WORK ITEM:
Everything from the line that holds "ring dip: (1072, 744)" through the end of the data below should be output exactly, both ends included.

DATA EXTRACTS:
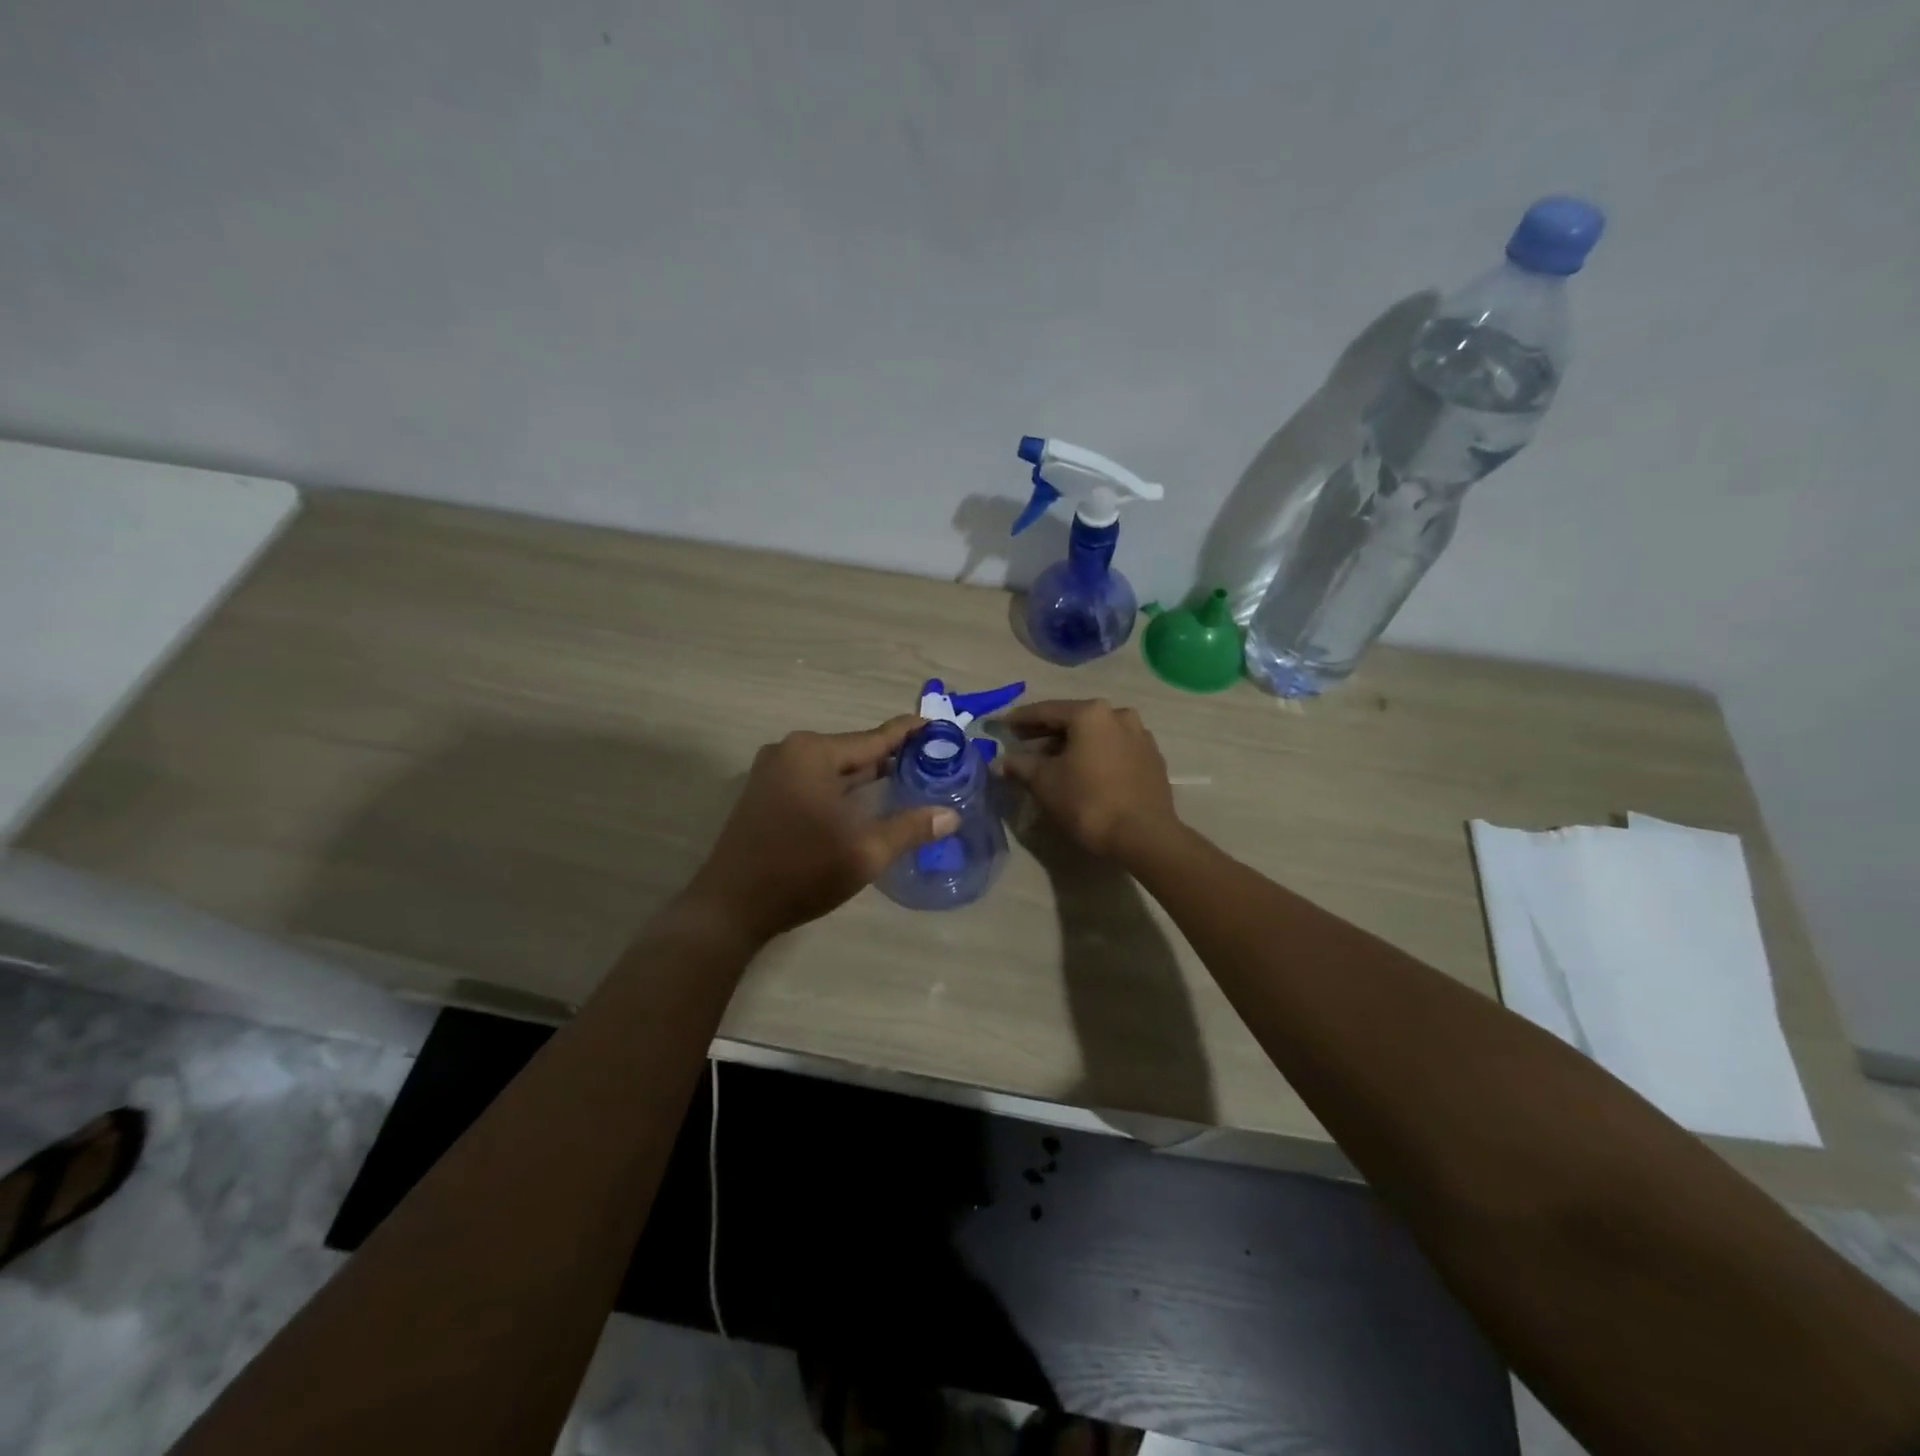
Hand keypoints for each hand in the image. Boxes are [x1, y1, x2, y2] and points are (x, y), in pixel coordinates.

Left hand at [685, 717, 959, 944]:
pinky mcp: (764, 792)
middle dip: (890, 758)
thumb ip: (910, 828)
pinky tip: (865, 802)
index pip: (874, 738)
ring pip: (833, 767)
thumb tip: (951, 815)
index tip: (938, 726)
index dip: (909, 733)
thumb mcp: (865, 852)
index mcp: (814, 754)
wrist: (731, 907)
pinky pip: (814, 779)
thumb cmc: (801, 872)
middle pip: (853, 751)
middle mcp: (791, 751)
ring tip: (906, 782)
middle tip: (931, 764)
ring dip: (865, 776)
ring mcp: (772, 771)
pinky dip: (841, 787)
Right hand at [997, 699, 1178, 861]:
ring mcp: (1141, 737)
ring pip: (1096, 735)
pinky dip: (1095, 755)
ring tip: (1052, 760)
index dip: (1021, 719)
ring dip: (1072, 744)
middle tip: (1023, 743)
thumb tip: (998, 763)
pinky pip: (1114, 750)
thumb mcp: (1045, 782)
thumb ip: (1020, 765)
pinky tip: (1083, 771)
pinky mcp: (1152, 759)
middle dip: (1046, 733)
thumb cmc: (1088, 802)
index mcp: (1091, 713)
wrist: (1143, 836)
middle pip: (1074, 720)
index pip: (1047, 711)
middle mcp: (1119, 715)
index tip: (1003, 724)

SOLUTION TO THE PROBLEM:
ring dip: (1072, 744)
middle tip: (1023, 743)
thumb tip: (998, 763)
pinky pip: (1114, 750)
thumb mcp: (1045, 782)
thumb ip: (1020, 765)
pinky tip: (1083, 771)
pinky mcp: (1152, 759)
middle dip: (1046, 733)
thumb cmc: (1088, 802)
index mcp: (1091, 713)
wrist: (1143, 836)
middle pip: (1074, 720)
index pip: (1047, 711)
middle mcp: (1119, 715)
index tip: (1003, 724)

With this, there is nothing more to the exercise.